* Given records *

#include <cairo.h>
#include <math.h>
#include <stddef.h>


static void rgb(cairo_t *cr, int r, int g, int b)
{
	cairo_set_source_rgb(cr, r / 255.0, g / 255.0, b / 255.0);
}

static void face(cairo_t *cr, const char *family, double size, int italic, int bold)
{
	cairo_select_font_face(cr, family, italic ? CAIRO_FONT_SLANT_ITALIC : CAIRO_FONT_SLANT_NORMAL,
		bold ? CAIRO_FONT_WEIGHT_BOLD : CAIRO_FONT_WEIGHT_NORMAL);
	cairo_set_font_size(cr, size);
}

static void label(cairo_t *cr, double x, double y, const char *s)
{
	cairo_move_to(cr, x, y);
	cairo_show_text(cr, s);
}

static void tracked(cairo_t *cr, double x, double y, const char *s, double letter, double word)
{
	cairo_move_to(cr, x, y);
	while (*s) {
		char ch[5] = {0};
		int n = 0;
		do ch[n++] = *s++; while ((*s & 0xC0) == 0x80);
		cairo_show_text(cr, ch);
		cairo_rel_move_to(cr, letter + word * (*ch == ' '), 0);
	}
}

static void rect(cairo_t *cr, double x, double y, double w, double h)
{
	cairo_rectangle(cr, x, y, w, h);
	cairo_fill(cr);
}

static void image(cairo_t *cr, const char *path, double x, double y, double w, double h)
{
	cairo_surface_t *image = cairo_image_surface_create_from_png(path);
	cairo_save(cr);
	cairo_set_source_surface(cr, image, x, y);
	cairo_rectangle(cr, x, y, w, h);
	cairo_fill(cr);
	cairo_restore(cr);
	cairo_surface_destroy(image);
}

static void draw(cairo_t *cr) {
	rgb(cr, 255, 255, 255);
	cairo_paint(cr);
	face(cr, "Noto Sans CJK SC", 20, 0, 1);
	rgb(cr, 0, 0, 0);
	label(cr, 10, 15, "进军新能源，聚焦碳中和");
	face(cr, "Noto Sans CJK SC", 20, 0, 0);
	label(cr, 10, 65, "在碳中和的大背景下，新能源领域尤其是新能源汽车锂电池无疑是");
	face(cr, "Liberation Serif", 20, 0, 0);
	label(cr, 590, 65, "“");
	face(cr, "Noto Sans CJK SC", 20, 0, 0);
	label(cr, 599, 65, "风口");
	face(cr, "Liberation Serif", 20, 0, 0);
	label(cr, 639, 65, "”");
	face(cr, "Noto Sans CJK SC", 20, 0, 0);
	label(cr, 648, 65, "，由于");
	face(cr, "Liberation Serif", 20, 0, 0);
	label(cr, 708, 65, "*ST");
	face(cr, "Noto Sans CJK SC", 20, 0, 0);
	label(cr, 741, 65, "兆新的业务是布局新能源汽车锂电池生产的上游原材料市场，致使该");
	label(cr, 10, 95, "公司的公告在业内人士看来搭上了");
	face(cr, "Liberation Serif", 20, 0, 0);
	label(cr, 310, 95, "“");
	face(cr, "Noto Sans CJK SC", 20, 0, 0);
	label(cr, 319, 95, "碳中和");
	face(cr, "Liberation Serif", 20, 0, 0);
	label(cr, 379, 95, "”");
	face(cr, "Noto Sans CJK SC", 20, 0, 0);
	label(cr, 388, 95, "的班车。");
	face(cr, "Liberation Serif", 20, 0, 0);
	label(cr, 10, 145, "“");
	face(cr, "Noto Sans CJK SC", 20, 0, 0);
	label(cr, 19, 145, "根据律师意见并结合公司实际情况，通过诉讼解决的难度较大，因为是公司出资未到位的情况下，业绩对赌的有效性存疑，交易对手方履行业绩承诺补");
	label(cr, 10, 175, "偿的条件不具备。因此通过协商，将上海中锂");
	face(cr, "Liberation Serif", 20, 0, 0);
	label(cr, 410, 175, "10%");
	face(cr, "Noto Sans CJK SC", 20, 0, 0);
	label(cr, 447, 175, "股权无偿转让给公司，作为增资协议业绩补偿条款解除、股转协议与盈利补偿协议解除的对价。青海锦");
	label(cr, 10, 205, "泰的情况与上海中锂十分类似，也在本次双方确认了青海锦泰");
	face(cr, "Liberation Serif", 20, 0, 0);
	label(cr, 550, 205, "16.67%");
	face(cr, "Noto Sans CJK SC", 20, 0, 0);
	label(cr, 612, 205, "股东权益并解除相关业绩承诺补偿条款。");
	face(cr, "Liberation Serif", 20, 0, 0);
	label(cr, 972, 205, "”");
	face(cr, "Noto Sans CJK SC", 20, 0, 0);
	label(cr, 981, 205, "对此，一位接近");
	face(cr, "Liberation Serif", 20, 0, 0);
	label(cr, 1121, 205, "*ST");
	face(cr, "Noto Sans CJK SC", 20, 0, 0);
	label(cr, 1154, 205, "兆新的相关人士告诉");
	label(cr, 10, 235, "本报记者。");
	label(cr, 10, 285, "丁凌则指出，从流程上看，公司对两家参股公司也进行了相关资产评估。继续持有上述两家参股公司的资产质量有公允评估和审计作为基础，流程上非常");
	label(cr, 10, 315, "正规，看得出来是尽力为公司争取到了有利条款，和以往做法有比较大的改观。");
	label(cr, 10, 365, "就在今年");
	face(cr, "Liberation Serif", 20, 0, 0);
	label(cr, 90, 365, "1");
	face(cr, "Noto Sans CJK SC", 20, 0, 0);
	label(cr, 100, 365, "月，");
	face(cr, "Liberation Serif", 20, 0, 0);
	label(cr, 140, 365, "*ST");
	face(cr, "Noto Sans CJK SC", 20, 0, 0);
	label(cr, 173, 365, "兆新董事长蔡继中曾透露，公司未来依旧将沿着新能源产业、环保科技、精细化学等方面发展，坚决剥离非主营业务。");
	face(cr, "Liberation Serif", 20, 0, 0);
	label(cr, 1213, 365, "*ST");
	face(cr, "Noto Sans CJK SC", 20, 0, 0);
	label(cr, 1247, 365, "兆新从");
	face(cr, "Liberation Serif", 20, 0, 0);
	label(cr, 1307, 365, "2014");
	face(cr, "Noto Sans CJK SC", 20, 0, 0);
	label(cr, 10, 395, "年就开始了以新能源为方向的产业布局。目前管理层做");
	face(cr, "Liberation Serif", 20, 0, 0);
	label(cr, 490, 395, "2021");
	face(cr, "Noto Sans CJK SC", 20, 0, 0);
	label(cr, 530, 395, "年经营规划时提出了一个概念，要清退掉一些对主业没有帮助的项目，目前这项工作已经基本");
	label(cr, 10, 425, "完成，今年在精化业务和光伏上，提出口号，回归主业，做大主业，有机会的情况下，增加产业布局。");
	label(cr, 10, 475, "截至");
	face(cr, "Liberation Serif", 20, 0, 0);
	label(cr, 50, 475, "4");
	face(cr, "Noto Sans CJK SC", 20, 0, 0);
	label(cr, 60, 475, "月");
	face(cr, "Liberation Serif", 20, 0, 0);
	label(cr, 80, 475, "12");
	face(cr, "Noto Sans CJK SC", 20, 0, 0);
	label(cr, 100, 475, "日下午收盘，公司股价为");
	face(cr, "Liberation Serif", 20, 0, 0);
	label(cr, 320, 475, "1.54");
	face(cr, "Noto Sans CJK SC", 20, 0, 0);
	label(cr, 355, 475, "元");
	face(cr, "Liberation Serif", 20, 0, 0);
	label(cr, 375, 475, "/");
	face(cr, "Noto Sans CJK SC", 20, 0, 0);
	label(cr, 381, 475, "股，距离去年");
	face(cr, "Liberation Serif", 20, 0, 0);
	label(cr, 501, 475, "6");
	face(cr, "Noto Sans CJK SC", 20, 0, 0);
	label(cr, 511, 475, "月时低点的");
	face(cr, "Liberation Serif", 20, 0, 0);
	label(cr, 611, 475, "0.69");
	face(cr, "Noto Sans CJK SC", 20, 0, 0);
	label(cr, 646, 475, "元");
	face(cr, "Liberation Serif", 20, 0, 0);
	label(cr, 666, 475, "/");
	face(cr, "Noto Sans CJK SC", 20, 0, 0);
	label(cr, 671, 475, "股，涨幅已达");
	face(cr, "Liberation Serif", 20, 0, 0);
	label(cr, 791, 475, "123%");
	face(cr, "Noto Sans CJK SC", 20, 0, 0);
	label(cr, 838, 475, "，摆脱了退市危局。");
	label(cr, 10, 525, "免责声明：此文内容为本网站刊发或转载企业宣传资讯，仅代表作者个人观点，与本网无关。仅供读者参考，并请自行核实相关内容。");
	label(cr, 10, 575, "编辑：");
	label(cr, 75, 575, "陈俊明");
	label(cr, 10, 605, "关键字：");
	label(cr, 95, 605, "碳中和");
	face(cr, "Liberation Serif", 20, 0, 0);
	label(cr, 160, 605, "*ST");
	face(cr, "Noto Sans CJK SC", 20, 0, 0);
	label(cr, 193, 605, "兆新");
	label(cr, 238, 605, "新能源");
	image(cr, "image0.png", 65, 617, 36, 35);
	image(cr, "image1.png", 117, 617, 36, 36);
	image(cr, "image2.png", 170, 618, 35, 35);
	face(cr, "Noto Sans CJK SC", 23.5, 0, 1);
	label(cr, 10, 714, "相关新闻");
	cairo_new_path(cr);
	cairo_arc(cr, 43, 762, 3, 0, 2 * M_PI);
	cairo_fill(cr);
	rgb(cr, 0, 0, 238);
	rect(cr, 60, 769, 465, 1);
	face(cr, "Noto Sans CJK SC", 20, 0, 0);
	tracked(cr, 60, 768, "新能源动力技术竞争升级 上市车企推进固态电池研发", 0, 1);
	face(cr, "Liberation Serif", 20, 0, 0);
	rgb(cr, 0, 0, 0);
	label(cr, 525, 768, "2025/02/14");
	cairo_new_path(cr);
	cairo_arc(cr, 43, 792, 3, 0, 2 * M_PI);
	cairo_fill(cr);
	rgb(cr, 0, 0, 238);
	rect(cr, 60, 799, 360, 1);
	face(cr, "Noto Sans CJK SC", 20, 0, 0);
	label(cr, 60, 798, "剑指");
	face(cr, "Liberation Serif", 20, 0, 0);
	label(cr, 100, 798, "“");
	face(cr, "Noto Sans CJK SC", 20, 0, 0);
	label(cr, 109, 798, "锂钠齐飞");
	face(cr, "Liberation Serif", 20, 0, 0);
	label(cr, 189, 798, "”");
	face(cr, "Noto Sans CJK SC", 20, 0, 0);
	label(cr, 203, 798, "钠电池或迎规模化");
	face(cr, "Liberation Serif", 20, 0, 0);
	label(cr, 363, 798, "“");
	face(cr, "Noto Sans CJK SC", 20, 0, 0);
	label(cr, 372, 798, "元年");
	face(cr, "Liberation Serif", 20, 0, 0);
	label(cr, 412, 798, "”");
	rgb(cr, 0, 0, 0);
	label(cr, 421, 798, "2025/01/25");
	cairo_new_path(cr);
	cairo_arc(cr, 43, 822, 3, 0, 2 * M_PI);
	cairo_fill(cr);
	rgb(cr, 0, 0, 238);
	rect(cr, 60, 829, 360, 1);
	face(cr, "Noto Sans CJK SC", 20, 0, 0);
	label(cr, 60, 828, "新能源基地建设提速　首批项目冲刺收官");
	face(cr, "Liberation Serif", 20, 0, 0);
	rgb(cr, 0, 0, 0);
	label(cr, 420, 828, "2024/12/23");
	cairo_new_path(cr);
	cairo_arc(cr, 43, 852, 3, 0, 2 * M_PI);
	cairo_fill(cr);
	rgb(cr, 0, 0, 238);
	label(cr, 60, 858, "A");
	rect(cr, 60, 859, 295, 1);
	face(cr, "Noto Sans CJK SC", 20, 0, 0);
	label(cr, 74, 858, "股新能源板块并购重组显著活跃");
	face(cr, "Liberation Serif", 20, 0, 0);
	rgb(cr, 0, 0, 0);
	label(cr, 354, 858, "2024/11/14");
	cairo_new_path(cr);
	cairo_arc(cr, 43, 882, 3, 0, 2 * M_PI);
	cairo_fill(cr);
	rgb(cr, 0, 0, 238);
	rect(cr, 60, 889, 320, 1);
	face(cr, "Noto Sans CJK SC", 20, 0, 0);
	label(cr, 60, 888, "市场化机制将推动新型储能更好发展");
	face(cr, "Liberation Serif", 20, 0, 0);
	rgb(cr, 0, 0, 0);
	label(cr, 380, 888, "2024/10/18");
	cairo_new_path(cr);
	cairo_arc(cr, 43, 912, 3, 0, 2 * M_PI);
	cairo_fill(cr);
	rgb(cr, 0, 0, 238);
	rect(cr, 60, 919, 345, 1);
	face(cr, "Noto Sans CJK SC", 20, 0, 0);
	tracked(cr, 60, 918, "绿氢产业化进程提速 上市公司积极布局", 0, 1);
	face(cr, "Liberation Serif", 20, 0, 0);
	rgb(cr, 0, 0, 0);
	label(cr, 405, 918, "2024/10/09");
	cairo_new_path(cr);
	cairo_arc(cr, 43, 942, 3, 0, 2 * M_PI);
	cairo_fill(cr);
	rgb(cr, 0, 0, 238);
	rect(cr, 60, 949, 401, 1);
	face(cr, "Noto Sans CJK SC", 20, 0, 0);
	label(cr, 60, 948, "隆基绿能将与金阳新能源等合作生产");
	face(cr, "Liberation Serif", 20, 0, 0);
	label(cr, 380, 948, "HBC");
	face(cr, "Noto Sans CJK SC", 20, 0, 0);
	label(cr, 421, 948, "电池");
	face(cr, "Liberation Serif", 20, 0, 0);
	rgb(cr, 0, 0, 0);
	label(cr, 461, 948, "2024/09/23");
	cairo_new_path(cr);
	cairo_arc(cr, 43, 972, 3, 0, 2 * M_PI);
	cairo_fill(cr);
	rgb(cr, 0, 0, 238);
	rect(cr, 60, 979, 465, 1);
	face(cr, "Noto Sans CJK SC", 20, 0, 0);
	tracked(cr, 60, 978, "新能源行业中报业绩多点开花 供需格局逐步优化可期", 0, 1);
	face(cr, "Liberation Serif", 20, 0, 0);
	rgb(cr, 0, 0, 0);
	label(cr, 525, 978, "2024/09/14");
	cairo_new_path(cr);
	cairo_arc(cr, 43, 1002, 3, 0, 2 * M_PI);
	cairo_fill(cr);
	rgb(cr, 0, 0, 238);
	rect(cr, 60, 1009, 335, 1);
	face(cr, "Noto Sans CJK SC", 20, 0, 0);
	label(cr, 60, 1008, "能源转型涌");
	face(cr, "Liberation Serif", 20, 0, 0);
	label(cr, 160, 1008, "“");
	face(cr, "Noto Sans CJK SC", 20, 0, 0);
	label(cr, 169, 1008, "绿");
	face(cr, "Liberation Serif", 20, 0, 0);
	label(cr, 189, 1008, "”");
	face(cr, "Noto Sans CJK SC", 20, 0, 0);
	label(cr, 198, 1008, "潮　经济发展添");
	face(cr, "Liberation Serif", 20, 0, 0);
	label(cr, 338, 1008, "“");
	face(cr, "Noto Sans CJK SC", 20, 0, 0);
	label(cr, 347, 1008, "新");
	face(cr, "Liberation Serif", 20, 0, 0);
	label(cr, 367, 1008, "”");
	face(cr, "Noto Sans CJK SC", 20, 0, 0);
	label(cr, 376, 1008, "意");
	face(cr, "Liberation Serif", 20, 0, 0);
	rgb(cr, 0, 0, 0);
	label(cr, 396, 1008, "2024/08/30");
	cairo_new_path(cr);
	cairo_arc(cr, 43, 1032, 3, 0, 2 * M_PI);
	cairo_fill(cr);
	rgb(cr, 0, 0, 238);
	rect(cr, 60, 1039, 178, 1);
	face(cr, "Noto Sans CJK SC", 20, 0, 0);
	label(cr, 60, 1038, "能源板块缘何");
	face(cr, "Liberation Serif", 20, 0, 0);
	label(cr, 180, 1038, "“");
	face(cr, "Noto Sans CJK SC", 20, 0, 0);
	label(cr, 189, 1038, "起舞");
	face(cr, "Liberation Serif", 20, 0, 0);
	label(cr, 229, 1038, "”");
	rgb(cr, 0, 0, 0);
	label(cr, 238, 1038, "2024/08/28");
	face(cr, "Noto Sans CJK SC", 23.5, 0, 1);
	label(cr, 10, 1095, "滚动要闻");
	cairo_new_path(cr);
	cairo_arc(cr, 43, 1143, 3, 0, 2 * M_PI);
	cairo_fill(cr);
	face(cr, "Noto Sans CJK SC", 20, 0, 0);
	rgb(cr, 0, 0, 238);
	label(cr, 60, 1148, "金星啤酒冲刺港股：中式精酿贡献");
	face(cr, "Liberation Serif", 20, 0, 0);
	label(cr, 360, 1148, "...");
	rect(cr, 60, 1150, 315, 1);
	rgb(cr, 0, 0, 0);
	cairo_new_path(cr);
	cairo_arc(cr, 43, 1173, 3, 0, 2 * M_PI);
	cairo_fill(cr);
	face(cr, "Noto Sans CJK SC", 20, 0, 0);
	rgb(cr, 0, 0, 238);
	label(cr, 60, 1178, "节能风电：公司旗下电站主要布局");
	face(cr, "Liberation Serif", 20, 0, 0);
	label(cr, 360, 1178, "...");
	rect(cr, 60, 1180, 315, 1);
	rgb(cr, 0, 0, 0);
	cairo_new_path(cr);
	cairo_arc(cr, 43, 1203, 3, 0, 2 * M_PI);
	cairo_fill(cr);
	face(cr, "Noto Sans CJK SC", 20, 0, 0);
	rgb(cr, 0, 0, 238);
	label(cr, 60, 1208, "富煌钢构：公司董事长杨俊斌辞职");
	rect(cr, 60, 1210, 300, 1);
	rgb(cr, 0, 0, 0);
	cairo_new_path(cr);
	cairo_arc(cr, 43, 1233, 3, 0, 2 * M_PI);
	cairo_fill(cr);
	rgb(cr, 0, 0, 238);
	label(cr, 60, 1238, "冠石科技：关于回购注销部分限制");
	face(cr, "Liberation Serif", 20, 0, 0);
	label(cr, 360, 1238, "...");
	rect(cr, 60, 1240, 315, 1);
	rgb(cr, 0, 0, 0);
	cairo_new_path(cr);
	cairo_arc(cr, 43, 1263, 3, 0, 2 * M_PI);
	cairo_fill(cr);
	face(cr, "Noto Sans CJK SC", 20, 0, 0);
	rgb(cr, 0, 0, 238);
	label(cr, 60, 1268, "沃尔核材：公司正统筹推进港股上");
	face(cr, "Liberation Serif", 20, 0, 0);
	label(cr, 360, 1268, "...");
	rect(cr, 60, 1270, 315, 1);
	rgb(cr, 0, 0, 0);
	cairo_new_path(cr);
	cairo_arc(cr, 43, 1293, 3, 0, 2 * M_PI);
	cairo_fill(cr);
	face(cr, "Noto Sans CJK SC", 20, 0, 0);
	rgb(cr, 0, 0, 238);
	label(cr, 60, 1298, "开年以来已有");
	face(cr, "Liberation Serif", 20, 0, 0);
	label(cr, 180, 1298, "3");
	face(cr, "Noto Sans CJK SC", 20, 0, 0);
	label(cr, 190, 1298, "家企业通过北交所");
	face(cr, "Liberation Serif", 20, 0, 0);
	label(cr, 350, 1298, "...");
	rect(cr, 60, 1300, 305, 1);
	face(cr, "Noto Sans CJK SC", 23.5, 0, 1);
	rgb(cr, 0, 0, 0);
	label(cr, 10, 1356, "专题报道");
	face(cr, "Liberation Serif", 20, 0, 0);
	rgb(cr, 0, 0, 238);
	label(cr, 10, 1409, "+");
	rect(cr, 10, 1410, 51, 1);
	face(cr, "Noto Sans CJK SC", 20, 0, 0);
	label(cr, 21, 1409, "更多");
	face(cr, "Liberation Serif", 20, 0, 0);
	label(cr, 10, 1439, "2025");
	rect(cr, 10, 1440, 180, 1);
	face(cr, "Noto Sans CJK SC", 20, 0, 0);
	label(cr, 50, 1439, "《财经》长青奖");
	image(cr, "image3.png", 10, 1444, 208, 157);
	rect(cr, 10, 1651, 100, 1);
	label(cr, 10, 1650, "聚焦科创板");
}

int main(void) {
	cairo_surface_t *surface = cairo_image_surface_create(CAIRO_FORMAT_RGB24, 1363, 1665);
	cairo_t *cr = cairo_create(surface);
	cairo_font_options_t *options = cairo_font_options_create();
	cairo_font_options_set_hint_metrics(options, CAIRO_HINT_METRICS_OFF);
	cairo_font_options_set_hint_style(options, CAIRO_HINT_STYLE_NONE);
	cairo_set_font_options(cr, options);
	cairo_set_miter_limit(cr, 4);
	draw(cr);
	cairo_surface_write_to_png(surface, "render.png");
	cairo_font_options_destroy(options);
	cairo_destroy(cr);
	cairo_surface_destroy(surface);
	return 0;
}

* Task prompt *
Find how many lines in the records contain the string "include", then give the number alone.

* Answer for the task *
3